The analyses were performed on data from the AFFIRM and SENTINEL studies, which involved 2,138 men and women with relapsing multiple sclerosis from clinics in Europe, North American, Australia, and New Zealand. More than half of the people received the drug natalizumab every four weeks for two years. The rest of the group received placebo. Researchers used eye charts of low contrast letters to test the vision of the participants every 12 weeks.
The study found vision loss, defined as a worsening in score by two rows of letters on the eye chart, was reduced by as much as 47 percent among people taking natalizumab compared to those taking placebo.

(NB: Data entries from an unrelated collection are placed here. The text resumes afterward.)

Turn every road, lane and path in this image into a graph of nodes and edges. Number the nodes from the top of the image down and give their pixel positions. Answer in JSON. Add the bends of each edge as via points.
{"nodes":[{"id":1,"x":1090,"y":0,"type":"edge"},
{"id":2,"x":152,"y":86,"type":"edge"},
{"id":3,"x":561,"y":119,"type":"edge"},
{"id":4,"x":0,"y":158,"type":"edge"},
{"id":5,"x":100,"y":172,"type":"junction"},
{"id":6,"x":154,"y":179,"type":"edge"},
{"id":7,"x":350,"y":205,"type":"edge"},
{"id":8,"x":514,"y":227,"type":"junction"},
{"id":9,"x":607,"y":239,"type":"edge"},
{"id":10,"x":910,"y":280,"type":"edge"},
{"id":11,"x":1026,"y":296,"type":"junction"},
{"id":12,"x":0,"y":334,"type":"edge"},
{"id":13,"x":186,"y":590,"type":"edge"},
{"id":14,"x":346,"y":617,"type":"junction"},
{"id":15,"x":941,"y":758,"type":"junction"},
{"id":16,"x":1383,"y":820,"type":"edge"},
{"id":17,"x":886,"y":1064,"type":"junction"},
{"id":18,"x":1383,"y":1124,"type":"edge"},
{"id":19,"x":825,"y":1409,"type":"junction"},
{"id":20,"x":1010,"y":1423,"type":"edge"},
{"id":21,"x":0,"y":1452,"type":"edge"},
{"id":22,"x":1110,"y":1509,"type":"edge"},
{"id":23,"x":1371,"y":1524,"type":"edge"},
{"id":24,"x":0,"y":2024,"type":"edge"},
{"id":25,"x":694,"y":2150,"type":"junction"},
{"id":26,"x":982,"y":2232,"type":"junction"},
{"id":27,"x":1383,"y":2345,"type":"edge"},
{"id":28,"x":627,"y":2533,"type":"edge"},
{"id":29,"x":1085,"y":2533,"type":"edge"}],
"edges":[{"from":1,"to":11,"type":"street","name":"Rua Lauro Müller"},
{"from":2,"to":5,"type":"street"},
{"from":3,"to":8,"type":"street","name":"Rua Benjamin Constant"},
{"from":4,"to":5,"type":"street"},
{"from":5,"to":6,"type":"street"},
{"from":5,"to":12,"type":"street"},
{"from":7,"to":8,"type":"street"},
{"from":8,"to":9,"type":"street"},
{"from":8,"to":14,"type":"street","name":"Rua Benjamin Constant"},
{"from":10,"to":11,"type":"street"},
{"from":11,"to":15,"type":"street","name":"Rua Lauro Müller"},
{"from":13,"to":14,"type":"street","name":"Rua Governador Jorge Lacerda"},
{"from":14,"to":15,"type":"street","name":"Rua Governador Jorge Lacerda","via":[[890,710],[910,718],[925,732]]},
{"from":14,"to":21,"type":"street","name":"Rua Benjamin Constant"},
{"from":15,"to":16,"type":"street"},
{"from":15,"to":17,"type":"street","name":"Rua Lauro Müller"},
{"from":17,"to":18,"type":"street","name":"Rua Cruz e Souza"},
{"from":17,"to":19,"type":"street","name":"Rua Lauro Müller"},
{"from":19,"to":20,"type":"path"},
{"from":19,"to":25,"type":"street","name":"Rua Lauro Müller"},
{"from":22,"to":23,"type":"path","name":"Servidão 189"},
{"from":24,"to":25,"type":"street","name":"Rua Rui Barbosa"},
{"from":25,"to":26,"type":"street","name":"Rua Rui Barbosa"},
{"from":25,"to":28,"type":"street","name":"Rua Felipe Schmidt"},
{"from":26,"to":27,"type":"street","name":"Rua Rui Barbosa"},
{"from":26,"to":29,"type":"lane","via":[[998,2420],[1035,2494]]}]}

"Not only does natalizumab prevent the worsening of vision loss in people with relapsing MS, we also found the drug was associated with significant reductions in the likelihood of sustained vision loss," said study author Laura J. Balcer, MD, MSCE, with the University of Pennsylvania School of Medicine in Philadelphia, PA, and member of the American Academy of Neurology. "Specifically, this drug may have implications for preventing further sustained vision loss due to inflammatory demyelination of nerve fibers that connect to the eye, which is common in MS."
However, Balcer said the potential benefits of natalizumab treatment must be weighed with the drug's potential risks or complications, including the rare, often lethal brain disease progressive multifocal leukoencephalopathy (PML), of which three confirmed cases have been reported.
In addition, data from AFFIRM and SENTINEL studies showed that low-contrast letter acuity eye chart testing is effective for assessing visual outcomes in future MS clinical trials, which have not typically included visual testing components despite vision loss being a main disability of MS.
Angela Babb | EurekAlert!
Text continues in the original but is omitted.